Saved entries
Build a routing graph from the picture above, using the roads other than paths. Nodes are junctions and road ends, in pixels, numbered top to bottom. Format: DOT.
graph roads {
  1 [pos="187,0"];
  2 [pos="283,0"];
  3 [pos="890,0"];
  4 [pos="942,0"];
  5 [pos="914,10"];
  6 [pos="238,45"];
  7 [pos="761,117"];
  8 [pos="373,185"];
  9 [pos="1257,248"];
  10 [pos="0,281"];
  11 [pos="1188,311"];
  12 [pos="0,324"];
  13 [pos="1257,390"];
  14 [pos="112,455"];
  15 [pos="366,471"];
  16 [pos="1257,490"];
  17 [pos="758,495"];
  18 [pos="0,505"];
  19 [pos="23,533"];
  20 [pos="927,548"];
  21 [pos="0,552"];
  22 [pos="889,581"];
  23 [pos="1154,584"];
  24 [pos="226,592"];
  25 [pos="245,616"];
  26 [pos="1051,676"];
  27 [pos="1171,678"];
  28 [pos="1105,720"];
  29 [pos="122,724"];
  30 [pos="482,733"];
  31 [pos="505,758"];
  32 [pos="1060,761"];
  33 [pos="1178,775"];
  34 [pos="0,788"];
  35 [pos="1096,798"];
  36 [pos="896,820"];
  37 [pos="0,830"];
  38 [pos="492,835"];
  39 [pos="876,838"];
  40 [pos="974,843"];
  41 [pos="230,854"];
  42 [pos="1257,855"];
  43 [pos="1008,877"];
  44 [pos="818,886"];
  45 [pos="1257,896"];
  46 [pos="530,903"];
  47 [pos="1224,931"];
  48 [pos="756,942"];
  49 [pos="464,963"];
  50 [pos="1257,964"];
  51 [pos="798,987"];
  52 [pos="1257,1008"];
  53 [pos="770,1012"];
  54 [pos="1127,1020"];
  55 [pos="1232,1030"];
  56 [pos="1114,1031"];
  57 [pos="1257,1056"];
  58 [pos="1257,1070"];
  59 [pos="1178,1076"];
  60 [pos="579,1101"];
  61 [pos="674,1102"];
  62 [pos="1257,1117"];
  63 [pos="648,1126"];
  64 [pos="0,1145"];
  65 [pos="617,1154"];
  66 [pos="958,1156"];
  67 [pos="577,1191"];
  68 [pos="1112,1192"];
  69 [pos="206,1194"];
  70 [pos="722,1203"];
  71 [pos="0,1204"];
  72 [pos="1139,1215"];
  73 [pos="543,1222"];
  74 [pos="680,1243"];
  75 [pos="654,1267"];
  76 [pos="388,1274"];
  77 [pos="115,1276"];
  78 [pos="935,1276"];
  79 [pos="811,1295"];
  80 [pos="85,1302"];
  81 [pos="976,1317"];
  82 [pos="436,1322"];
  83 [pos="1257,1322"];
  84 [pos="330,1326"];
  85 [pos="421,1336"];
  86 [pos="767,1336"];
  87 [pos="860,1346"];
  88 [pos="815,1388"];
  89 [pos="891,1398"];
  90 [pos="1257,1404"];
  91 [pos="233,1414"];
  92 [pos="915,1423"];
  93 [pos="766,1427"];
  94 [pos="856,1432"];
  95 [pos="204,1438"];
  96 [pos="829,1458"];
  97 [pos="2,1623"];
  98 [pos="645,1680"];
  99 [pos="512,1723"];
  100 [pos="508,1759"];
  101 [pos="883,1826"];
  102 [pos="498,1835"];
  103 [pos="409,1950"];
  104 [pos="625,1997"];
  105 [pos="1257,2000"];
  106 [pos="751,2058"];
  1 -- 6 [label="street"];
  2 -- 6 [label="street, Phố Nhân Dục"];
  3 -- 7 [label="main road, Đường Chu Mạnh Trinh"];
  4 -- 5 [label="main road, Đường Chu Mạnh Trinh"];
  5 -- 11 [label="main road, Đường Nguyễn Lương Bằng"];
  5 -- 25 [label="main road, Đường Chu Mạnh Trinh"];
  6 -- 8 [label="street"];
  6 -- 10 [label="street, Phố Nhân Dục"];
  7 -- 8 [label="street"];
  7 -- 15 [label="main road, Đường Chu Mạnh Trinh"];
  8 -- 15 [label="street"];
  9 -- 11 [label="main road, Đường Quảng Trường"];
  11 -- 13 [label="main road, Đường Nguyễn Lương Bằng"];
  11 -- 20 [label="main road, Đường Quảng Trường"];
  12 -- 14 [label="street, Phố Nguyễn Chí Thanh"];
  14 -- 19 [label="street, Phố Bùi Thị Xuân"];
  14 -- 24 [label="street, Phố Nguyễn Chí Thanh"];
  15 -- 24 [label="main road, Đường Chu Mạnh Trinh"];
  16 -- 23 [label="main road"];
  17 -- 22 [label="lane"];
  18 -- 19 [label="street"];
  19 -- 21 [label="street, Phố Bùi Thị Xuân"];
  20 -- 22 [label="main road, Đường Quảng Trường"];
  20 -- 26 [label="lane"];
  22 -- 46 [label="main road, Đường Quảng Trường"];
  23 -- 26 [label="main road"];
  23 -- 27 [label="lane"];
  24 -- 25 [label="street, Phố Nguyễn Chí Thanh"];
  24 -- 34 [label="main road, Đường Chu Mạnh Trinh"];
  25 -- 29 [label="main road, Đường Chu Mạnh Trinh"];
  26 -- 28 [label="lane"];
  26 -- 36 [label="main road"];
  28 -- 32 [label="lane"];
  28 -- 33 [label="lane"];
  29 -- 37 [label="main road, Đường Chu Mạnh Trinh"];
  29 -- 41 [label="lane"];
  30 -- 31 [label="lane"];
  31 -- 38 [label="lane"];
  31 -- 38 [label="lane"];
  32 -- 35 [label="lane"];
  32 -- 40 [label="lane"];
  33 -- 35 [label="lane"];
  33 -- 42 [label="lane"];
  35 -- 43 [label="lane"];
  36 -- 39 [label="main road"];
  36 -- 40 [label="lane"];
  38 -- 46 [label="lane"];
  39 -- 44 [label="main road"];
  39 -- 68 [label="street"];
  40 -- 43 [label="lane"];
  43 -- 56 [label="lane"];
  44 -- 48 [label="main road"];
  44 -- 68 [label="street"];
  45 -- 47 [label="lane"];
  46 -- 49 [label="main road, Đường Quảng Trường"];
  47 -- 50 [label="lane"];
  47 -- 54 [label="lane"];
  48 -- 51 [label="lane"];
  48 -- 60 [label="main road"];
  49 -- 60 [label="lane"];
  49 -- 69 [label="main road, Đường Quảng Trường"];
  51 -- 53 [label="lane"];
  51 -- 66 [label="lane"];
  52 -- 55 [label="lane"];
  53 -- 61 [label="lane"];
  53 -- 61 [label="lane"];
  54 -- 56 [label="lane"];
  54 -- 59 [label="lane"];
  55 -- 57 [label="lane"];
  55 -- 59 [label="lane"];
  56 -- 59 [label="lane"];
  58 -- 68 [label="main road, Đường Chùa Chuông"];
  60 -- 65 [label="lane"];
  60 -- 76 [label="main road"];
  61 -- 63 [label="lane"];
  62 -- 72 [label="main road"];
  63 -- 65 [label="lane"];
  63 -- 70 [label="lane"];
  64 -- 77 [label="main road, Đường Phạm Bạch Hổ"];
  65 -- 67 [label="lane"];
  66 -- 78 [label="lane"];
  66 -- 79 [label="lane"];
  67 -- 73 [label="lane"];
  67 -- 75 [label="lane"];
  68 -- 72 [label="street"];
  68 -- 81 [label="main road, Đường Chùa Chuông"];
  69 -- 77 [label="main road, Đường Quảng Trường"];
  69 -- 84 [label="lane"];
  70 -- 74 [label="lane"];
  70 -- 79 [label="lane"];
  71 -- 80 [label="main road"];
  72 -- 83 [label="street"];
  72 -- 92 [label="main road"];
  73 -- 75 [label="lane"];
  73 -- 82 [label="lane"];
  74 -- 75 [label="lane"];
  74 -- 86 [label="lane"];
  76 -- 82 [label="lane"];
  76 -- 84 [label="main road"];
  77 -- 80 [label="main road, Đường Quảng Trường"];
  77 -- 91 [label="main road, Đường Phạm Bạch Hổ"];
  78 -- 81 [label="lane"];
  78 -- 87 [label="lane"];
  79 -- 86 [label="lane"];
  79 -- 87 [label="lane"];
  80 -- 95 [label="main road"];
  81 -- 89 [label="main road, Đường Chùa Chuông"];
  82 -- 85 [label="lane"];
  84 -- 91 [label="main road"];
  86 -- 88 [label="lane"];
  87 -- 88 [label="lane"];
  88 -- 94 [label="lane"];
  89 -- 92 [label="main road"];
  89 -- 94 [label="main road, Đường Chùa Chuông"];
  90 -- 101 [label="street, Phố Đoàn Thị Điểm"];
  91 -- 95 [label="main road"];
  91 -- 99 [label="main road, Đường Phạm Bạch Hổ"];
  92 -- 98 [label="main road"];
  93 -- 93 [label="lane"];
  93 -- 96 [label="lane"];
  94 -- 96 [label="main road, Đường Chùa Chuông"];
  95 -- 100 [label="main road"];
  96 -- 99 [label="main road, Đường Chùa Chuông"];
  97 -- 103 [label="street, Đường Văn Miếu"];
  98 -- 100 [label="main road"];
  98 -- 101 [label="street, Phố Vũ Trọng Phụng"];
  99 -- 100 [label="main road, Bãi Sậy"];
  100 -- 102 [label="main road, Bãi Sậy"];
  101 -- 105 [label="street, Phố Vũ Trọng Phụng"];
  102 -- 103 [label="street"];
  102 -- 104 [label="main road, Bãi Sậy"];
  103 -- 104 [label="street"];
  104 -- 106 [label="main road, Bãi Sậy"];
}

> Goal of the exercise: Looking at the records above, say how many of their lines include the word "roads", with no other words.

> Solution for this task: 2